# [Your task]
Omit the images and reproduce the rest of the entries exactly.

*** Opening Given records ***

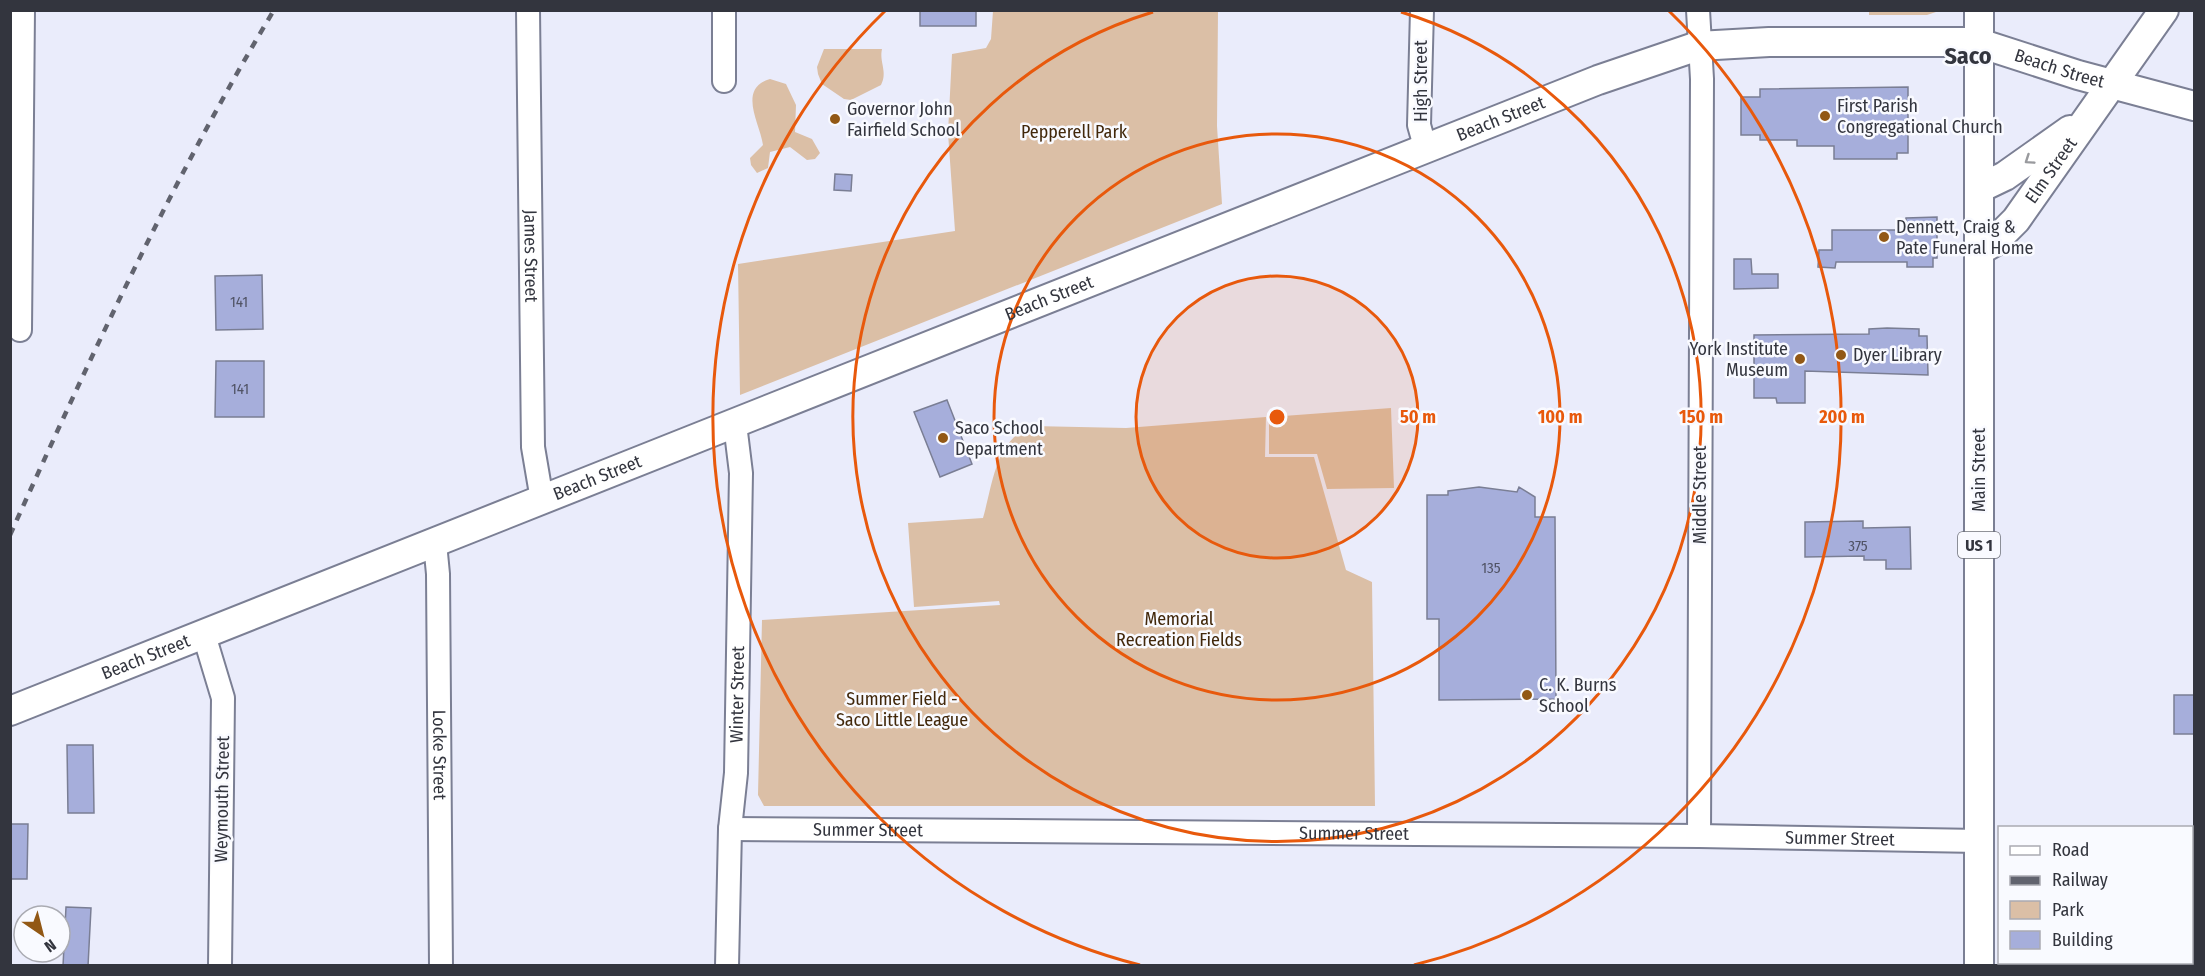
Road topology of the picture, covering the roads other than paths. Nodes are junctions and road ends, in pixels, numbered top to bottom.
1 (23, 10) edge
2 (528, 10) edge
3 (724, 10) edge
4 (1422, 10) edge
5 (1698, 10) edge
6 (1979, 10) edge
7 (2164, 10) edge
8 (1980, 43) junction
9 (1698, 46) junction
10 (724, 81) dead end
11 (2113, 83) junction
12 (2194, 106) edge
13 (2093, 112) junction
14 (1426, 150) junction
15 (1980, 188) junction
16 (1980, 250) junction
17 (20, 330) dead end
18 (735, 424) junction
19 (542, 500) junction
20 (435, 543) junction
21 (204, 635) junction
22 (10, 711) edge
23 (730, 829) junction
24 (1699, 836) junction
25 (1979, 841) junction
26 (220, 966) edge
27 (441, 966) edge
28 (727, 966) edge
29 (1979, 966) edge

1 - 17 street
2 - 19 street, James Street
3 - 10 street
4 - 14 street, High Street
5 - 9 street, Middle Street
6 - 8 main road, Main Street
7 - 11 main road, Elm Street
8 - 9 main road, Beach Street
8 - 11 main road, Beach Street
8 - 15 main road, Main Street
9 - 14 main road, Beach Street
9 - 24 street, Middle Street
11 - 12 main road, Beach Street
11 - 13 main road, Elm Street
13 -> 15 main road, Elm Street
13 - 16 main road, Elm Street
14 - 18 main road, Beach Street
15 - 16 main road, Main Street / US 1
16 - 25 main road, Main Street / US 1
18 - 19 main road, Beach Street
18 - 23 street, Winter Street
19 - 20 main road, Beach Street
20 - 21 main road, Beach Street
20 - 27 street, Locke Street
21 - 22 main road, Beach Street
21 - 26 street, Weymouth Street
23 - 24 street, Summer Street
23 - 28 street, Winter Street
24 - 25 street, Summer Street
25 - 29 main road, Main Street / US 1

*** Closing Given records ***

# [Task answer]
Road topology of the picture, covering the roads other than paths. Nodes are junctions and road ends, in pixels, numbered top to bottom.
1 (23, 10) edge
2 (528, 10) edge
3 (724, 10) edge
4 (1422, 10) edge
5 (1698, 10) edge
6 (1979, 10) edge
7 (2164, 10) edge
8 (1980, 43) junction
9 (1698, 46) junction
10 (724, 81) dead end
11 (2113, 83) junction
12 (2194, 106) edge
13 (2093, 112) junction
14 (1426, 150) junction
15 (1980, 188) junction
16 (1980, 250) junction
17 (20, 330) dead end
18 (735, 424) junction
19 (542, 500) junction
20 (435, 543) junction
21 (204, 635) junction
22 (10, 711) edge
23 (730, 829) junction
24 (1699, 836) junction
25 (1979, 841) junction
26 (220, 966) edge
27 (441, 966) edge
28 (727, 966) edge
29 (1979, 966) edge

1 - 17 street
2 - 19 street, James Street
3 - 10 street
4 - 14 street, High Street
5 - 9 street, Middle Street
6 - 8 main road, Main Street
7 - 11 main road, Elm Street
8 - 9 main road, Beach Street
8 - 11 main road, Beach Street
8 - 15 main road, Main Street
9 - 14 main road, Beach Street
9 - 24 street, Middle Street
11 - 12 main road, Beach Street
11 - 13 main road, Elm Street
13 -> 15 main road, Elm Street
13 - 16 main road, Elm Street
14 - 18 main road, Beach Street
15 - 16 main road, Main Street / US 1
16 - 25 main road, Main Street / US 1
18 - 19 main road, Beach Street
18 - 23 street, Winter Street
19 - 20 main road, Beach Street
20 - 21 main road, Beach Street
20 - 27 street, Locke Street
21 - 22 main road, Beach Street
21 - 26 street, Weymouth Street
23 - 24 street, Summer Street
23 - 28 street, Winter Street
24 - 25 street, Summer Street
25 - 29 main road, Main Street / US 1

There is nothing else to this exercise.